Instructions for the task >>
Find the lines of the listing that contain the string "main", and return them.

*** The input Section Begins ***

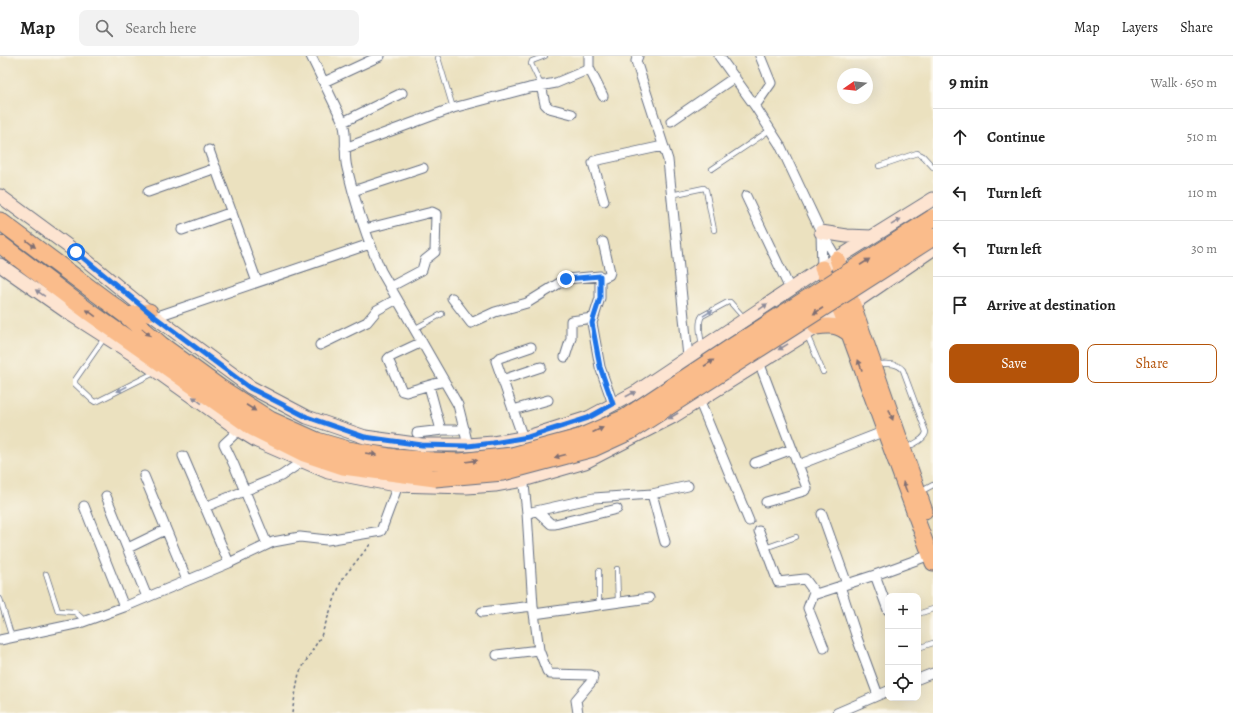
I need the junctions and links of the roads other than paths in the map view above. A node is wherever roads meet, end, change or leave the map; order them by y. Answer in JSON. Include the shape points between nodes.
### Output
{"nodes":[{"id":1,"x":311,"y":56,"type":"edge"},
{"id":2,"x":380,"y":56,"type":"edge"},
{"id":3,"x":545,"y":56,"type":"edge"},
{"id":4,"x":589,"y":56,"type":"edge"},
{"id":5,"x":637,"y":56,"type":"edge"},
{"id":6,"x":719,"y":56,"type":"edge"},
{"id":7,"x":760,"y":56,"type":"edge"},
{"id":8,"x":438,"y":58,"type":"dead end"},
{"id":9,"x":590,"y":68,"type":"junction"},
{"id":10,"x":734,"y":77,"type":"junction"},
{"id":11,"x":324,"y":82,"type":"junction"},
{"id":12,"x":541,"y":85,"type":"junction"},
{"id":13,"x":402,"y":93,"type":"dead end"},
{"id":14,"x":603,"y":96,"type":"dead end"},
{"id":15,"x":755,"y":106,"type":"junction"},
{"id":16,"x":453,"y":108,"type":"junction"},
{"id":17,"x":572,"y":114,"type":"dead end"},
{"id":18,"x":671,"y":121,"type":"dead end"},
{"id":19,"x":343,"y":122,"type":"junction"},
{"id":20,"x":770,"y":130,"type":"junction"},
{"id":21,"x":663,"y":146,"type":"junction"},
{"id":22,"x":345,"y":148,"type":"junction"},
{"id":23,"x":210,"y":150,"type":"dead end"},
{"id":24,"x":879,"y":166,"type":"dead end"},
{"id":25,"x":933,"y":167,"type":"edge"},
{"id":26,"x":216,"y":168,"type":"junction"},
{"id":27,"x":423,"y":168,"type":"dead end"},
{"id":28,"x":712,"y":169,"type":"dead end"},
{"id":29,"x":353,"y":191,"type":"junction"},
{"id":30,"x":148,"y":192,"type":"dead end"},
{"id":31,"x":671,"y":194,"type":"junction"},
{"id":32,"x":0,"y":196,"type":"edge"},
{"id":33,"x":746,"y":196,"type":"dead end"},
{"id":34,"x":933,"y":199,"type":"edge"},
{"id":35,"x":604,"y":201,"type":"dead end"},
{"id":36,"x":232,"y":212,"type":"junction"},
{"id":37,"x":933,"y":218,"type":"edge"},
{"id":38,"x":0,"y":221,"type":"edge"},
{"id":39,"x":365,"y":229,"type":"junction"},
{"id":40,"x":182,"y":230,"type":"dead end"},
{"id":41,"x":714,"y":230,"type":"dead end"},
{"id":42,"x":821,"y":232,"type":"junction"},
{"id":43,"x":872,"y":237,"type":"junction"},
{"id":44,"x":933,"y":237,"type":"edge"},
{"id":45,"x":603,"y":242,"type":"dead end"},
{"id":46,"x":0,"y":244,"type":"edge"},
{"id":47,"x":370,"y":244,"type":"junction"},
{"id":48,"x":933,"y":249,"type":"edge"},
{"id":49,"x":837,"y":259,"type":"junction"},
{"id":50,"x":0,"y":265,"type":"edge"},
{"id":51,"x":822,"y":268,"type":"junction"},
{"id":52,"x":600,"y":279,"type":"junction"},
{"id":53,"x":257,"y":282,"type":"junction"},
{"id":54,"x":390,"y":287,"type":"junction"},
{"id":55,"x":790,"y":289,"type":"junction"},
{"id":56,"x":452,"y":298,"type":"dead end"},
{"id":57,"x":397,"y":299,"type":"junction"},
{"id":58,"x":847,"y":308,"type":"junction"},
{"id":59,"x":152,"y":314,"type":"junction"},
{"id":60,"x":442,"y":314,"type":"dead end"},
{"id":61,"x":127,"y":316,"type":"junction"},
{"id":62,"x":593,"y":318,"type":"junction"},
{"id":63,"x":745,"y":319,"type":"junction"},
{"id":64,"x":414,"y":329,"type":"junction"},
{"id":65,"x":812,"y":330,"type":"junction"},
{"id":66,"x":849,"y":334,"type":"junction"},
{"id":67,"x":106,"y":336,"type":"junction"},
{"id":68,"x":422,"y":342,"type":"junction"},
{"id":69,"x":129,"y":345,"type":"junction"},
{"id":70,"x":320,"y":345,"type":"dead end"},
{"id":71,"x":530,"y":347,"type":"dead end"},
{"id":72,"x":702,"y":348,"type":"junction"},
{"id":73,"x":565,"y":357,"type":"dead end"},
{"id":74,"x":688,"y":357,"type":"junction"},
{"id":75,"x":759,"y":362,"type":"junction"},
{"id":76,"x":874,"y":364,"type":"junction"},
{"id":77,"x":541,"y":367,"type":"dead end"},
{"id":78,"x":157,"y":371,"type":"junction"},
{"id":79,"x":823,"y":372,"type":"dead end"},
{"id":80,"x":502,"y":380,"type":"junction"},
{"id":81,"x":444,"y":381,"type":"junction"},
{"id":82,"x":429,"y":386,"type":"junction"},
{"id":83,"x":548,"y":400,"type":"dead end"},
{"id":84,"x":699,"y":400,"type":"junction"},
{"id":85,"x":613,"y":404,"type":"junction"},
{"id":86,"x":513,"y":410,"type":"junction"},
{"id":87,"x":239,"y":430,"type":"junction"},
{"id":88,"x":441,"y":430,"type":"junction"},
{"id":89,"x":465,"y":430,"type":"junction"},
{"id":90,"x":885,"y":431,"type":"junction"},
{"id":91,"x":417,"y":433,"type":"dead end"},
{"id":92,"x":520,"y":438,"type":"junction"},
{"id":93,"x":468,"y":446,"type":"junction"},
{"id":94,"x":903,"y":449,"type":"junction"},
{"id":95,"x":792,"y":450,"type":"junction"},
{"id":96,"x":183,"y":456,"type":"dead end"},
{"id":97,"x":303,"y":461,"type":"junction"},
{"id":98,"x":754,"y":464,"type":"dead end"},
{"id":99,"x":798,"y":465,"type":"junction"},
{"id":100,"x":434,"y":470,"type":"junction"},
{"id":101,"x":144,"y":476,"type":"dead end"},
{"id":102,"x":519,"y":480,"type":"junction"},
{"id":103,"x":398,"y":485,"type":"junction"},
{"id":104,"x":933,"y":485,"type":"edge"},
{"id":105,"x":688,"y":486,"type":"dead end"},
{"id":106,"x":245,"y":491,"type":"junction"},
{"id":107,"x":918,"y":493,"type":"junction"},
{"id":108,"x":652,"y":494,"type":"junction"},
{"id":109,"x":106,"y":496,"type":"dead end"},
{"id":110,"x":766,"y":502,"type":"dead end"},
{"id":111,"x":84,"y":506,"type":"dead end"},
{"id":112,"x":205,"y":507,"type":"junction"},
{"id":113,"x":617,"y":509,"type":"dead end"},
{"id":114,"x":537,"y":511,"type":"junction"},
{"id":115,"x":527,"y":513,"type":"junction"},
{"id":116,"x":822,"y":514,"type":"dead end"},
{"id":117,"x":748,"y":521,"type":"dead end"},
{"id":118,"x":165,"y":530,"type":"junction"},
{"id":119,"x":759,"y":531,"type":"dead end"},
{"id":120,"x":933,"y":534,"type":"edge"},
{"id":121,"x":796,"y":537,"type":"dead end"},
{"id":122,"x":665,"y":542,"type":"dead end"},
{"id":123,"x":267,"y":544,"type":"junction"},
{"id":124,"x":128,"y":548,"type":"junction"},
{"id":125,"x":765,"y":548,"type":"junction"},
{"id":126,"x":932,"y":559,"type":"edge"},
{"id":127,"x":229,"y":563,"type":"junction"},
{"id":128,"x":616,"y":569,"type":"dead end"},
{"id":129,"x":599,"y":571,"type":"dead end"},
{"id":130,"x":46,"y":574,"type":"dead end"},
{"id":131,"x":875,"y":575,"type":"junction"},
{"id":132,"x":187,"y":580,"type":"junction"},
{"id":133,"x":844,"y":585,"type":"junction"},
{"id":134,"x":814,"y":592,"type":"junction"},
{"id":135,"x":147,"y":597,"type":"junction"},
{"id":136,"x":649,"y":598,"type":"dead end"},
{"id":137,"x":0,"y":599,"type":"edge"},
{"id":138,"x":618,"y":602,"type":"junction"},
{"id":139,"x":885,"y":602,"type":"edge"},
{"id":140,"x":599,"y":605,"type":"junction"},
{"id":141,"x":124,"y":608,"type":"junction"},
{"id":142,"x":933,"y":609,"type":"edge"},
{"id":143,"x":534,"y":610,"type":"junction"},
{"id":144,"x":482,"y":612,"type":"dead end"},
{"id":145,"x":921,"y":613,"type":"edge"},
{"id":146,"x":85,"y":621,"type":"junction"},
{"id":147,"x":12,"y":638,"type":"junction"},
{"id":148,"x":0,"y":640,"type":"edge"},
{"id":149,"x":933,"y":643,"type":"edge"},
{"id":150,"x":921,"y":647,"type":"edge"},
{"id":151,"x":824,"y":648,"type":"dead end"},
{"id":152,"x":540,"y":650,"type":"junction"},
{"id":153,"x":497,"y":655,"type":"dead end"},
{"id":154,"x":933,"y":673,"type":"edge"},
{"id":155,"x":921,"y":678,"type":"edge"},
{"id":156,"x":885,"y":692,"type":"edge"},
{"id":157,"x":878,"y":695,"type":"junction"},
{"id":158,"x":578,"y":713,"type":"edge"},
{"id":159,"x":837,"y":713,"type":"edge"}],
"edges":[{"from":1,"to":11,"type":"street"},
{"from":2,"to":11,"type":"street"},
{"from":3,"to":12,"type":"lane","via":[[532,61],[531,64]]},
{"from":4,"to":9,"type":"street"},
{"from":5,"to":21,"type":"street","via":[[636,61]]},
{"from":6,"to":10,"type":"street"},
{"from":7,"to":15,"type":"street","via":[[771,83]]},
{"from":8,"to":16,"type":"lane"},
{"from":9,"to":12,"type":"street","via":[[559,82]]},
{"from":9,"to":14,"type":"street"},
{"from":10,"to":15,"type":"street"},
{"from":10,"to":18,"type":"street"},
{"from":11,"to":19,"type":"street"},
{"from":12,"to":16,"type":"street"},
{"from":12,"to":17,"type":"street","via":[[545,104],[549,108]]},
{"from":13,"to":19,"type":"street"},
{"from":15,"to":20,"type":"street"},
{"from":16,"to":22,"type":"street"},
{"from":19,"to":22,"type":"street"},
{"from":20,"to":28,"type":"lane"},
{"from":20,"to":42,"type":"street","via":[[780,145]]},
{"from":21,"to":31,"type":"street","via":[[668,160]]},
{"from":21,"to":35,"type":"street","via":[[594,161]]},
{"from":22,"to":29,"type":"street","via":[[346,167]]},
{"from":23,"to":26,"type":"street"},
{"from":24,"to":25,"type":"lane","via":[[917,154],[923,156]]},
{"from":26,"to":30,"type":"street"},
{"from":26,"to":36,"type":"street"},
{"from":27,"to":29,"type":"street"},
{"from":29,"to":39,"type":"street"},
{"from":31,"to":41,"type":"lane","via":[[704,188]]},
{"from":31,"to":74,"type":"street"},
{"from":32,"to":59,"type":"street","via":[[76,252]]},
{"from":33,"to":55,"type":"street"},
{"from":43,"to":34,"type":"street","one_way":true},
{"from":36,"to":40,"type":"street"},
{"from":36,"to":53,"type":"street"},
{"from":100,"to":37,"type":"highway","one_way":true,"bridge":true,"via":[[460,462],[512,456],[579,438],[625,418]]},
{"from":38,"to":61,"type":"highway","one_way":true},
{"from":39,"to":47,"type":"street"},
{"from":39,"to":54,"type":"street","via":[[432,212],[436,214],[435,252],[425,260],[422,270]]},
{"from":42,"to":43,"type":"street"},
{"from":42,"to":49,"type":"street"},
{"from":42,"to":51,"type":"street"},
{"from":43,"to":49,"type":"street"},
{"from":44,"to":100,"type":"highway","one_way":true,"bridge":true,"via":[[630,431],[593,448],[504,472]]},
{"from":45,"to":52,"type":"street","via":[[610,272]]},
{"from":69,"to":46,"type":"highway","one_way":true},
{"from":47,"to":53,"type":"street"},
{"from":47,"to":54,"type":"street"},
{"from":48,"to":58,"type":"street"},
{"from":49,"to":51,"type":"street"},
{"from":49,"to":58,"type":"main road"},
{"from":67,"to":50,"type":"street","one_way":true},
{"from":51,"to":55,"type":"street"},
{"from":51,"to":58,"type":"main road"},
{"from":52,"to":56,"type":"street","via":[[598,275],[566,279],[527,303],[495,312],[471,323]]},
{"from":52,"to":62,"type":"street","via":[[600,298]]},
{"from":53,"to":59,"type":"street"},
{"from":54,"to":57,"type":"street"},
{"from":63,"to":55,"type":"street","one_way":true},
{"from":57,"to":64,"type":"street"},
{"from":57,"to":70,"type":"street","via":[[377,310],[367,322]]},
{"from":58,"to":65,"type":"street"},
{"from":58,"to":66,"type":"main road"},
{"from":58,"to":76,"type":"main road"},
{"from":59,"to":61,"type":"highway"},
{"from":59,"to":93,"type":"street","via":[[250,388],[307,417],[365,437],[422,445]]},
{"from":60,"to":64,"type":"lane"},
{"from":61,"to":100,"type":"highway","one_way":true,"via":[[220,388],[270,420],[317,441],[348,450],[395,458]]},
{"from":62,"to":73,"type":"street","via":[[571,321],[571,338]]},
{"from":62,"to":85,"type":"street","via":[[599,363]]},
{"from":63,"to":72,"type":"street"},
{"from":72,"to":63,"type":"lane","one_way":true,"via":[[702,316],[730,302]]},
{"from":64,"to":68,"type":"street"},
{"from":65,"to":66,"type":"main road","via":[[829,325],[843,329]]},
{"from":65,"to":75,"type":"street","one_way":true},
{"from":65,"to":79,"type":"lane"},
{"from":90,"to":66,"type":"main road","one_way":true},
{"from":67,"to":69,"type":"street"},
{"from":78,"to":67,"type":"lane","one_way":true,"via":[[98,401],[92,400],[75,384],[75,380]]},
{"from":68,"to":81,"type":"street"},
{"from":68,"to":82,"type":"street","via":[[390,357],[388,362],[402,391]]},
{"from":69,"to":78,"type":"street"},
{"from":69,"to":100,"type":"highway","via":[[254,428],[304,453],[343,466]]},
{"from":71,"to":80,"type":"street","via":[[497,360]]},
{"from":72,"to":74,"type":"street"},
{"from":85,"to":74,"type":"street","one_way":true,"via":[[638,391]]},
{"from":75,"to":84,"type":"street"},
{"from":75,"to":95,"type":"street"},
{"from":76,"to":94,"type":"main road","one_way":true},
{"from":76,"to":94,"type":"lane","via":[[900,366],[926,432],[924,438]]},
{"from":77,"to":80,"type":"street"},
{"from":87,"to":78,"type":"street","one_way":true},
{"from":80,"to":86,"type":"street"},
{"from":81,"to":82,"type":"street"},
{"from":81,"to":89,"type":"street","via":[[458,405]]},
{"from":82,"to":88,"type":"street"},
{"from":83,"to":86,"type":"street"},
{"from":84,"to":102,"type":"street","one_way":true,"via":[[674,416],[585,462]]},
{"from":84,"to":117,"type":"street"},
{"from":85,"to":92,"type":"street","via":[[588,418]]},
{"from":86,"to":92,"type":"street"},
{"from":87,"to":97,"type":"street","via":[[257,441]]},
{"from":87,"to":106,"type":"street","via":[[224,444]]},
{"from":88,"to":89,"type":"street"},
{"from":88,"to":91,"type":"street"},
{"from":89,"to":93,"type":"street"},
{"from":90,"to":99,"type":"street"},
{"from":126,"to":90,"type":"main road","one_way":true},
{"from":92,"to":93,"type":"street"},
{"from":92,"to":102,"type":"street"},
{"from":94,"to":107,"type":"main road"},
{"from":95,"to":98,"type":"street"},
{"from":95,"to":99,"type":"street"},
{"from":96,"to":112,"type":"street"},
{"from":97,"to":103,"type":"street","via":[[328,472]]},
{"from":97,"to":106,"type":"street","via":[[281,476]]},
{"from":99,"to":110,"type":"street","via":[[807,488]]},
{"from":101,"to":118,"type":"street"},
{"from":102,"to":103,"type":"street","via":[[467,487]]},
{"from":102,"to":115,"type":"street"},
{"from":103,"to":123,"type":"street","via":[[381,531],[328,540],[300,537]]},
{"from":104,"to":107,"type":"lane"},
{"from":105,"to":108,"type":"street"},
{"from":106,"to":112,"type":"street"},
{"from":106,"to":123,"type":"street"},
{"from":107,"to":120,"type":"main road"},
{"from":108,"to":114,"type":"street","via":[[594,498]]},
{"from":108,"to":122,"type":"street"},
{"from":109,"to":124,"type":"street"},
{"from":111,"to":141,"type":"street"},
{"from":112,"to":127,"type":"street"},
{"from":113,"to":114,"type":"street","via":[[555,524],[551,524]]},
{"from":114,"to":115,"type":"street"},
{"from":115,"to":143,"type":"street"},
{"from":116,"to":133,"type":"street"},
{"from":118,"to":124,"type":"street"},
{"from":118,"to":132,"type":"street"},
{"from":119,"to":125,"type":"street"},
{"from":121,"to":125,"type":"lane"},
{"from":123,"to":127,"type":"street"},
{"from":124,"to":135,"type":"street"},
{"from":125,"to":134,"type":"street","via":[[778,582],[804,579]]},
{"from":126,"to":131,"type":"street"},
{"from":127,"to":132,"type":"street"},
{"from":128,"to":138,"type":"lane"},
{"from":129,"to":140,"type":"lane"},
{"from":130,"to":146,"type":"lane","via":[[58,611],[75,612]]},
{"from":131,"to":133,"type":"street"},
{"from":131,"to":139,"type":"street"},
{"from":132,"to":135,"type":"street"},
{"from":133,"to":134,"type":"street","via":[[819,593]]},
{"from":133,"to":157,"type":"street","via":[[857,638]]},
{"from":134,"to":151,"type":"street","via":[[808,608]]},
{"from":135,"to":141,"type":"street"},
{"from":136,"to":138,"type":"street"},
{"from":137,"to":147,"type":"lane"},
{"from":138,"to":140,"type":"street"},
{"from":140,"to":143,"type":"street"},
{"from":141,"to":146,"type":"street"},
{"from":142,"to":145,"type":"lane"},
{"from":143,"to":144,"type":"street"},
{"from":143,"to":152,"type":"street"},
{"from":146,"to":147,"type":"street"},
{"from":147,"to":148,"type":"street"},
{"from":149,"to":150,"type":"lane"},
{"from":152,"to":153,"type":"street"},
{"from":152,"to":158,"type":"street","via":[[550,674],[593,676],[592,681],[576,700]]},
{"from":154,"to":155,"type":"street"},
{"from":156,"to":157,"type":"street"},
{"from":157,"to":159,"type":"street"}]}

*** The input Section Ends ***

Answer space >>
{"from":49,"to":58,"type":"main road"},
{"from":51,"to":58,"type":"main road"},
{"from":58,"to":66,"type":"main road"},
{"from":58,"to":76,"type":"main road"},
{"from":65,"to":66,"type":"main road","via":[[829,325],[843,329]]},
{"from":90,"to":66,"type":"main road","one_way":true},
{"from":76,"to":94,"type":"main road","one_way":true},
{"from":126,"to":90,"type":"main road","one_way":true},
{"from":94,"to":107,"type":"main road"},
{"from":107,"to":120,"type":"main road"},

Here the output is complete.